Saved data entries
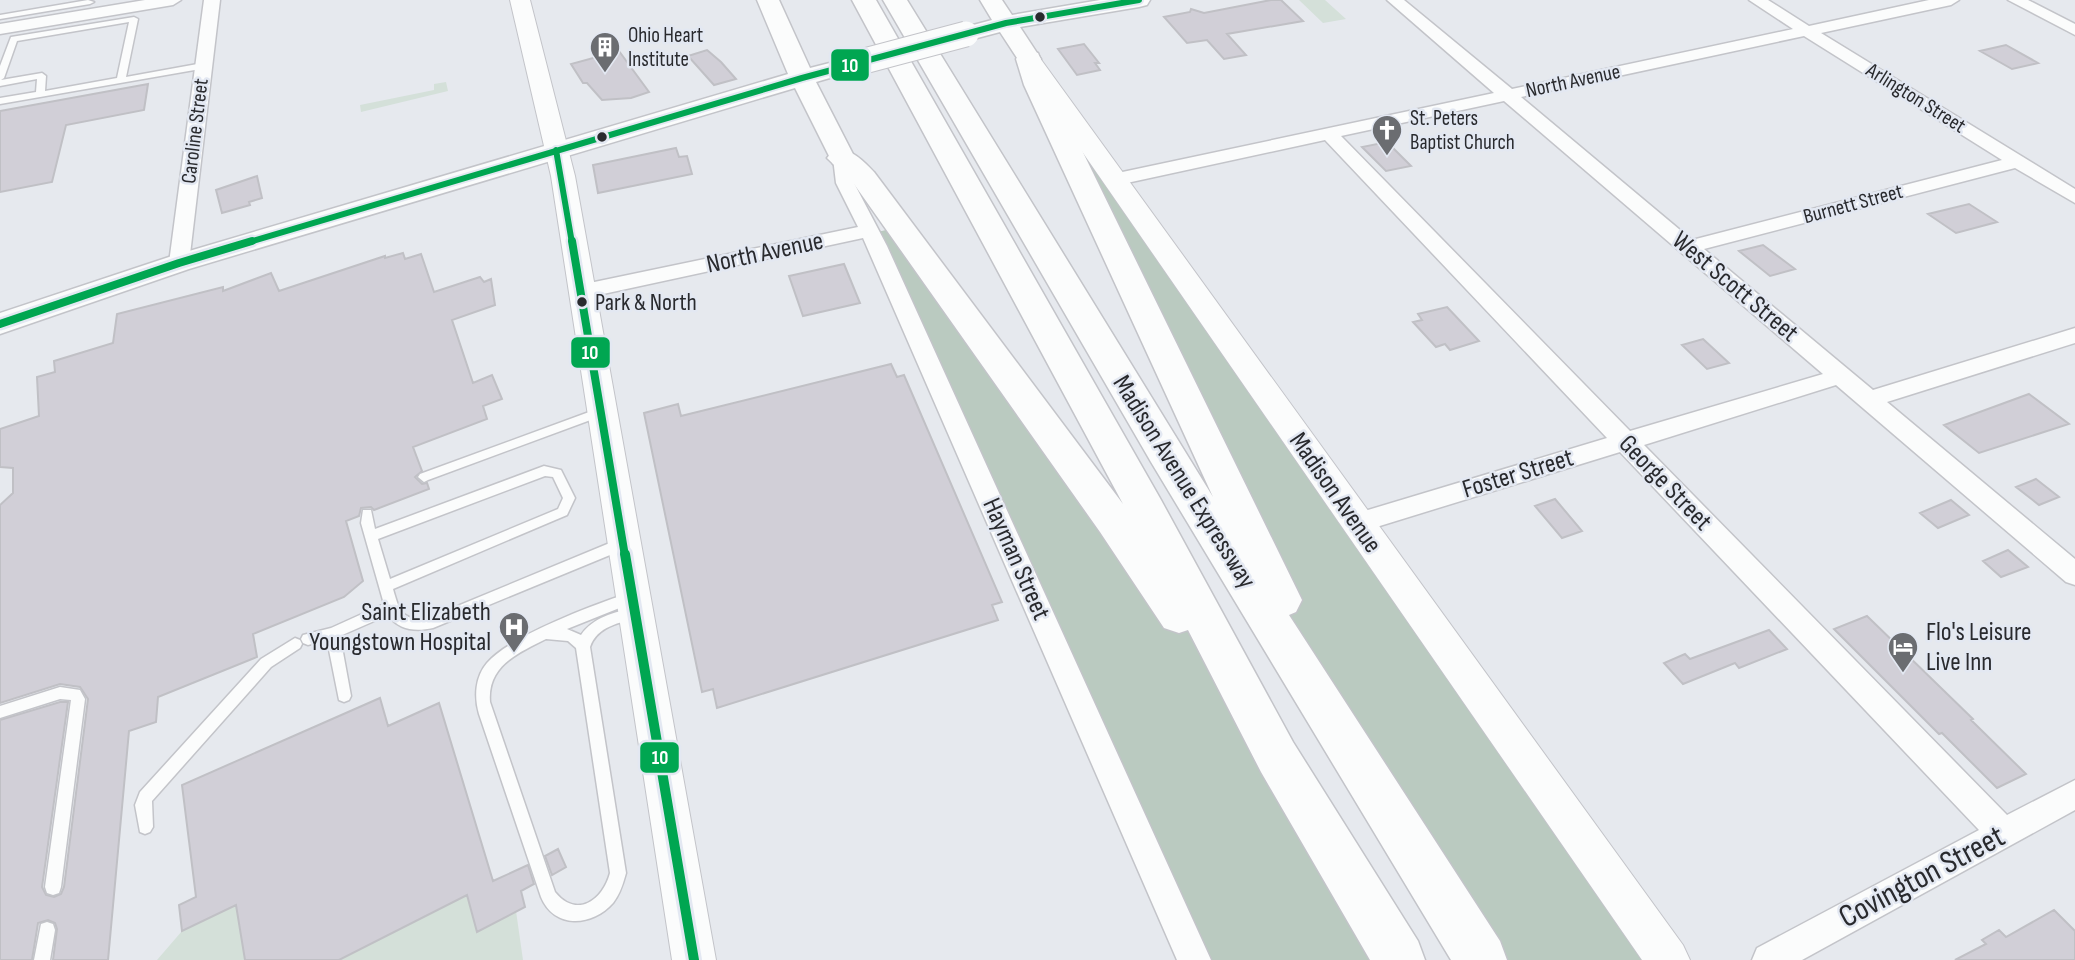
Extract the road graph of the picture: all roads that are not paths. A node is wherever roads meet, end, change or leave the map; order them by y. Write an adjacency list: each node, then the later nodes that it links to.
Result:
1 (173, 0): 16 (street)
2 (212, 0): 20 (street, Caroline Street)
3 (520, 0): 28 (street)
4 (768, 0): 21 (main road)
5 (864, 0): 57 (highway, Madison Avenue Expressway)
6 (895, 0): 58 (highway, Madison Avenue Expressway)
7 (991, 0): 15 (main road, Madison Avenue)
8 (1139, 0): 15 (main road)
9 (1395, 0): 25 (street, West Scott Street)
10 (1757, 0): 18 (street, Arlington Street)
11 (1951, 0): 18 (street, North Avenue)
12 (2016, 0): 17 (street)
13 (90, 2): 14 (lane)
14 (0, 17)
15 (1006, 23): 19 (main road, Madison Avenue); 21 (main road, bridge)
16 (0, 29)
17 (2075, 30)
18 (1807, 31): 25 (street, North Avenue); 30 (street, Arlington Street)
19 (1029, 59): 31 (street, Madison Avenue); 58 (highway)
20 (203, 66): 22 (lane); 35 (street, Caroline Street)
21 (802, 78): 28 (main road); 29 (main road)
22 (121, 79): 23 (lane); 24 (lane)
23 (0, 81): 24 (lane)
24 (40, 93): 26 (lane)
25 (1507, 95): 27 (street, North Avenue); 34 (street, West Scott Street)
26 (0, 101)
27 (1328, 133): 31 (street, North Avenue); 42 (street, George Street)
28 (556, 150): 35 (main road); 36 (street)
29 (842, 158): 33 (highway)
30 (2018, 161): 32 (street, Arlington Street); 34 (street, Burnett Street)
31 (1113, 180): 45 (street, Madison Avenue)
32 (2075, 197)
33 (883, 229): 36 (street, North Avenue); 57 (highway); 66 (street, Hayman Street)
34 (1688, 247): 39 (street, West Scott Street)
35 (179, 262): 37 (main road)
36 (580, 292): 41 (street)
37 (0, 324)
38 (2075, 335): 40 (street)
39 (1840, 376): 40 (street, West Scott Street); 42 (street, Foster Street)
40 (1869, 400): 48 (street, West Scott Street)
41 (600, 412): 43 (lane); 47 (street)
42 (1625, 442): 45 (street, Foster Street); 61 (street, George Street)
43 (424, 477)
44 (367, 513): 46 (lane)
45 (1357, 523): 69 (street, Madison Avenue)
46 (371, 536): 49 (lane); 49 (lane)
47 (623, 544): 50 (street); 51 (lane)
48 (2075, 574)
49 (386, 586): 51 (lane)
50 (633, 605): 53 (lane); 54 (lane); 65 (street)
51 (391, 607): 52 (lane)
52 (332, 633): 55 (lane); 60 (lane)
53 (542, 636): 54 (lane); 54 (lane)
54 (583, 647)
55 (344, 696)
56 (0, 712): 62 (lane)
57 (1277, 757): 67 (highway, Madison Avenue Expressway)
58 (1362, 769): 68 (highway, Madison Avenue Expressway)
59 (2075, 794): 61 (street, Covington Street)
60 (145, 827)
61 (2003, 833): 70 (street, Covington Street)
62 (53, 887)
63 (47, 930): 64 (lane)
64 (42, 960)
65 (694, 960)
66 (1194, 960)
67 (1399, 960)
68 (1481, 960)
69 (1668, 960)
70 (1769, 960)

> Exercise brief
In the records above, find each line that holds the word "highway"; copy all such lines.

> Exercise answer
5 (864, 0): 57 (highway, Madison Avenue Expressway)
6 (895, 0): 58 (highway, Madison Avenue Expressway)
19 (1029, 59): 31 (street, Madison Avenue); 58 (highway)
29 (842, 158): 33 (highway)
33 (883, 229): 36 (street, North Avenue); 57 (highway); 66 (street, Hayman Street)
57 (1277, 757): 67 (highway, Madison Avenue Expressway)
58 (1362, 769): 68 (highway, Madison Avenue Expressway)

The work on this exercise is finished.